2. Whether the evidence given was a sufficient proof of an offer and refusal of bail, to make the subsequent imprisonment illegal?

The following is Mr. Justice Blackstone's Report of the proceedings in C. B.:

Mich. Term, 18 G. 3.

In trespass and false imprisonment, the plaintiff declared,

1st. On a breach and entry of his house on the 23d of October, 1775, and making a disturbance there for twelve hours, breaking open his cabinets and escritoires, and taking away bis goods and papers, and for an assault on his person, and imprisoning him ten days, without any lawful or reasonable cause. 2nd. On a general count for an assault and false imprisonment; and laid his damages at 30,000l.

The defendant pleaded, Ist. Not Guilty, on which issue was joined.

2nd. He justified, as to entering the house and taking the goods, and imprisoning the plaintiff for part of the time laid in the first count, as being a privy counsellor and secretary of state, and having received an information upon oath, on the 20th October, 1775, from one captain Francis Richardson, who on the 19th was an adjutant in the guards, then on duty in the Tower of London, and who deposed, as stated at length in the plea, but substantially, "That the plaintiff had tampered with him to betray his trust as an officer on guard at the Tower, and to influence the minds of the soldiery, by a promise of double pay, to assist in a revolt and change of government, which he declared the people were determined to take into their own hands; and that there was a design to seize the king when going to the House of Lords on the 26th of October, and convey him to the Tower, and from thence send him to his German dominions, and that 1,500l. had been already distributed among the guards, to alienate their affections. He also promised to send the informant money, to make himself popular among the soldiers; and desired when the king was seized he would so order matters as to let him and the populace into the Tower, and put him in possession of the magazines, &c. That their intent was to compel the king to issue proclamations to call a new privy council, and to displace such officers civil and military as their party should disapprove and that the lord mayor (Wilkes) was to order the sheriffs (Hayley and Newnham) to raise the posse comitatus, and keep the peace near the Tower; and also to order proper constables." Upon which the defendant issued his warrant to apprehend the plaintiff for high treason, and seize his papers; and delivered the same, on the 23d of October, to two of the king's messengers; who taking with them a constable entered the plaintiff's house, and seized him and his papers, and brought him before the VOL. XX.

defendant, who, upon examination, committed the plaintiff to close custody in the Tower for treasonable practices; but returned him, bis papers. That the plaintiff was, on the 28th of October, 1775, upon a Habeas Corpus, admitted to bail by lord Mansfield, chief justice of the King's-bench, and set at liberty, 'Que 'sunt eadem,' &c.

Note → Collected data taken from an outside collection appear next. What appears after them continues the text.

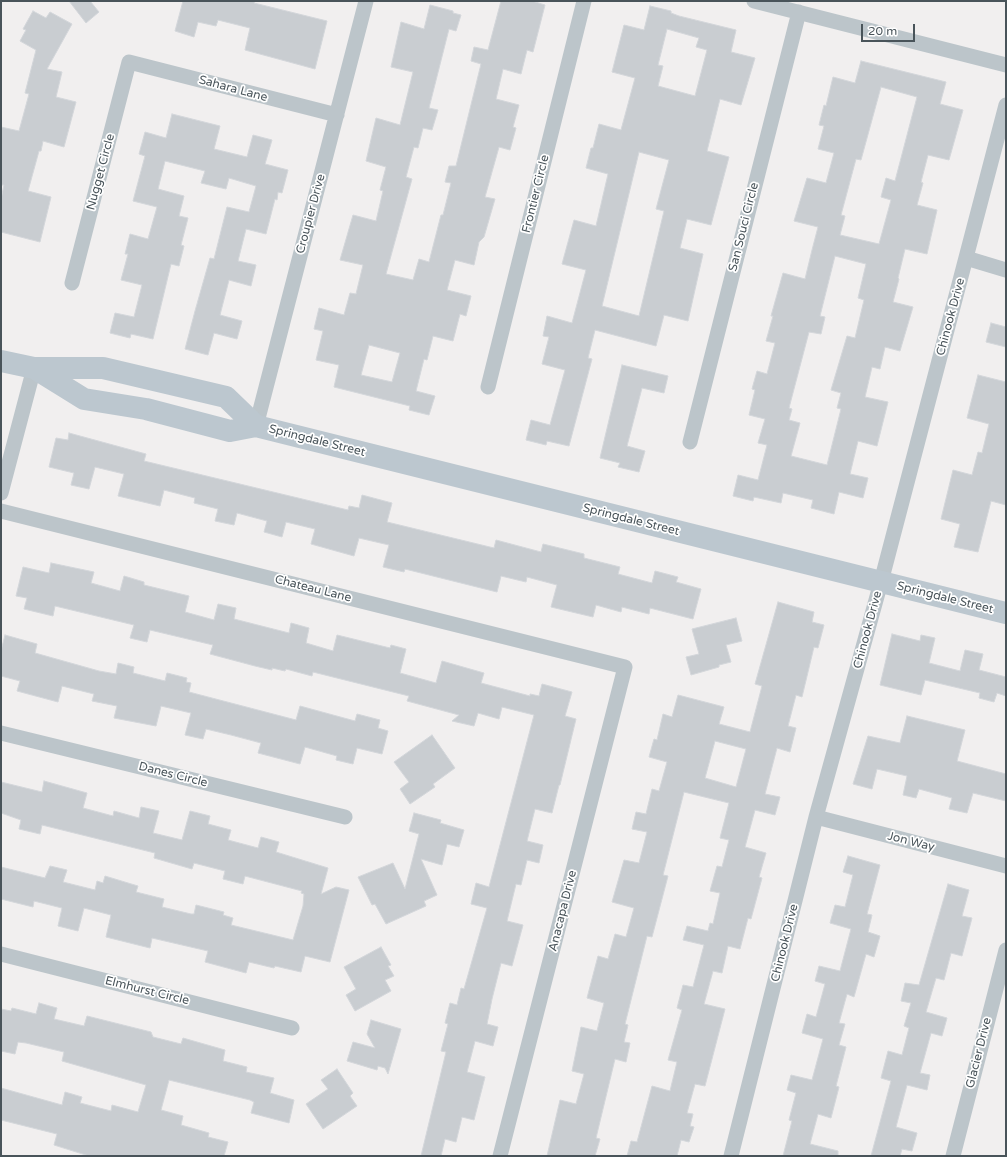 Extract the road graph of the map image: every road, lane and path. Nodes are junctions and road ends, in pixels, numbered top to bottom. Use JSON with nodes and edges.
{"nodes":[{"id":1,"x":366,"y":1,"type":"edge"},
{"id":2,"x":584,"y":1,"type":"edge"},
{"id":3,"x":754,"y":1,"type":"edge"},
{"id":4,"x":799,"y":12,"type":"junction"},
{"id":5,"x":129,"y":62,"type":"joint"},
{"id":6,"x":1006,"y":66,"type":"edge"},
{"id":7,"x":1006,"y":104,"type":"edge"},
{"id":8,"x":337,"y":115,"type":"junction"},
{"id":9,"x":966,"y":258,"type":"junction"},
{"id":10,"x":1006,"y":270,"type":"edge"},
{"id":11,"x":72,"y":282,"type":"dead end"},
{"id":12,"x":1,"y":361,"type":"edge"},
{"id":13,"x":34,"y":368,"type":"junction"},
{"id":14,"x":488,"y":387,"type":"dead end"},
{"id":15,"x":256,"y":426,"type":"junction"},
{"id":16,"x":690,"y":442,"type":"dead end"},
{"id":17,"x":1,"y":493,"type":"edge"},
{"id":18,"x":1,"y":511,"type":"edge"},
{"id":19,"x":881,"y":582,"type":"junction"},
{"id":20,"x":1006,"y":614,"type":"edge"},
{"id":21,"x":625,"y":667,"type":"joint"},
{"id":22,"x":1,"y":733,"type":"edge"},
{"id":23,"x":345,"y":817,"type":"dead end"},
{"id":24,"x":816,"y":817,"type":"junction"},
{"id":25,"x":1006,"y":866,"type":"edge"},
{"id":26,"x":1006,"y":950,"type":"edge"},
{"id":27,"x":1,"y":954,"type":"edge"},
{"id":28,"x":292,"y":1028,"type":"dead end"},
{"id":29,"x":500,"y":1156,"type":"edge"},
{"id":30,"x":731,"y":1156,"type":"edge"},
{"id":31,"x":953,"y":1156,"type":"edge"}],
"edges":[{"from":1,"to":8,"type":"street","name":"Croupier Drive"},
{"from":2,"to":14,"type":"street","name":"Frontier Circle"},
{"from":3,"to":4,"type":"street"},
{"from":4,"to":6,"type":"street"},
{"from":4,"to":16,"type":"street","name":"San Souci Circle"},
{"from":5,"to":8,"type":"street","name":"Sahara Lane"},
{"from":5,"to":11,"type":"street","name":"Nugget Circle"},
{"from":7,"to":9,"type":"street","name":"Chinook Drive"},
{"from":8,"to":15,"type":"street","name":"Croupier Drive"},
{"from":9,"to":10,"type":"street"},
{"from":9,"to":19,"type":"street","name":"Chinook Drive"},
{"from":12,"to":13,"type":"main road","name":"Springdale Street"},
{"from":13,"to":15,"type":"main road","name":"Springdale Street"},
{"from":13,"to":15,"type":"main road","name":"Springdale Street"},
{"from":13,"to":17,"type":"street"},
{"from":15,"to":19,"type":"main road","name":"Springdale Street"},
{"from":18,"to":21,"type":"street","name":"Chateau Lane"},
{"from":19,"to":20,"type":"main road","name":"Springdale Street"},
{"from":19,"to":24,"type":"street","name":"Chinook Drive"},
{"from":21,"to":29,"type":"street","name":"Anacapa Drive"},
{"from":22,"to":23,"type":"street","name":"Danes Circle"},
{"from":24,"to":25,"type":"street","name":"Jon Way"},
{"from":24,"to":30,"type":"street","name":"Chinook Drive"},
{"from":26,"to":31,"type":"street","name":"Glacier Drive"},
{"from":27,"to":28,"type":"street","name":"Elmhurst Circle"}]}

3d. The defendant further pleaded a like plea as to the second, with respect to entering the house, taking away the defendant's papers, and imprisoning him.

4th. There was also a fourth plea of the same purport to the second count of the declaration.

The plaintiff replies to all the special pleas, 'De injuriâ suâ propriâ absque tali causâ,' &c. and thereupon issues were joined.

This case was argued last Easter term, by Adair for the plaintiff, and Walker for the defendant; and when the Court was ready to give judgment thereon in Trinity term, it was, at the pressing instance of the plaintiff's counsel, adjourned for another argument to this term: when it was again argued by Glynn for the plaintiff, and Davy for the defendant.

For the plaintiff, it was urged, that under the replication of De injuriâ suâ propriâ,' &c. it is sufficient to shew any fact that is not consistent with the justification. And though a new trespass cannot be given in evidence under that issue, it may be shewn that the original trespass was unjustifiable. That though the original caption might be justified by the matter contained in the plea, yet the subsequent detainer might be shewn to be unjustifiable by the tender and refusal of bail. A lawful act may be turned into a trespass by the subsequent misbehaviour of the party; as by abusing a distress; Salk. 221. Gargrave and Smith. Riding an impounded horse. Yelv. 96. See also the Six Carpenters' case, 8 Co. 146, and Withers and Hendley, Cro. Jac. 379, where it is held, that an unlawful detainer after a legal taking is a fresh and illegal caption. They said, the second question was too clear to make a doubt. The tender could only be conditional, as it was not known for what crime the plaintiff would be committed: and immediately after the tender, he is committed to close custody, which prevented him from then offering bail.

And per Gould, justice. It is held in Long Quinto, 13, that in bailable cases it is the duty of the magistrates in the first place to demand sureties.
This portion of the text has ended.